INPUT MATERIAL
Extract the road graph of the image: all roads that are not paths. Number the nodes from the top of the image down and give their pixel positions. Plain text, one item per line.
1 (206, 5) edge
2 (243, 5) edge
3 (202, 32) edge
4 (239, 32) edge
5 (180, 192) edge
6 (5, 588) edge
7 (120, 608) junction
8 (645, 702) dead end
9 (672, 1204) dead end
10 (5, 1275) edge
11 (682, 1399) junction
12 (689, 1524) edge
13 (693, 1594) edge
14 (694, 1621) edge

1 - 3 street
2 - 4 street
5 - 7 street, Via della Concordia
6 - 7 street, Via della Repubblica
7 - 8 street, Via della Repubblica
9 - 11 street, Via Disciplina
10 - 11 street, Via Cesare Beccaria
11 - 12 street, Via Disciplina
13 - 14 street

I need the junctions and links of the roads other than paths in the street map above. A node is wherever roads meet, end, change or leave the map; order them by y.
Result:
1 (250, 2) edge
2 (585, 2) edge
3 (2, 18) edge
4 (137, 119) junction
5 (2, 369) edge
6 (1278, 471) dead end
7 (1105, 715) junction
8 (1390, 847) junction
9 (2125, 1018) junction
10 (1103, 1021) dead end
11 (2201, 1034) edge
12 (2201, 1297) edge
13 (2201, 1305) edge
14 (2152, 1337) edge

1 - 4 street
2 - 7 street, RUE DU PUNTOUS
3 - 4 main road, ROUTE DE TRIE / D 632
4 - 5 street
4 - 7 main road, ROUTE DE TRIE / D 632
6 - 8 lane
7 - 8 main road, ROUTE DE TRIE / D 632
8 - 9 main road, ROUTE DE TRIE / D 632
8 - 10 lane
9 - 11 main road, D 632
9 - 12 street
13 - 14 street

EXERCISE
The answer should be nothing more than the lines from the one with "I need the junctions" through the end of the entries, restated word for word.

RESULT OF THE TASK
I need the junctions and links of the roads other than paths in the street map above. A node is wherever roads meet, end, change or leave the map; order them by y.
Result:
1 (250, 2) edge
2 (585, 2) edge
3 (2, 18) edge
4 (137, 119) junction
5 (2, 369) edge
6 (1278, 471) dead end
7 (1105, 715) junction
8 (1390, 847) junction
9 (2125, 1018) junction
10 (1103, 1021) dead end
11 (2201, 1034) edge
12 (2201, 1297) edge
13 (2201, 1305) edge
14 (2152, 1337) edge

1 - 4 street
2 - 7 street, RUE DU PUNTOUS
3 - 4 main road, ROUTE DE TRIE / D 632
4 - 5 street
4 - 7 main road, ROUTE DE TRIE / D 632
6 - 8 lane
7 - 8 main road, ROUTE DE TRIE / D 632
8 - 9 main road, ROUTE DE TRIE / D 632
8 - 10 lane
9 - 11 main road, D 632
9 - 12 street
13 - 14 street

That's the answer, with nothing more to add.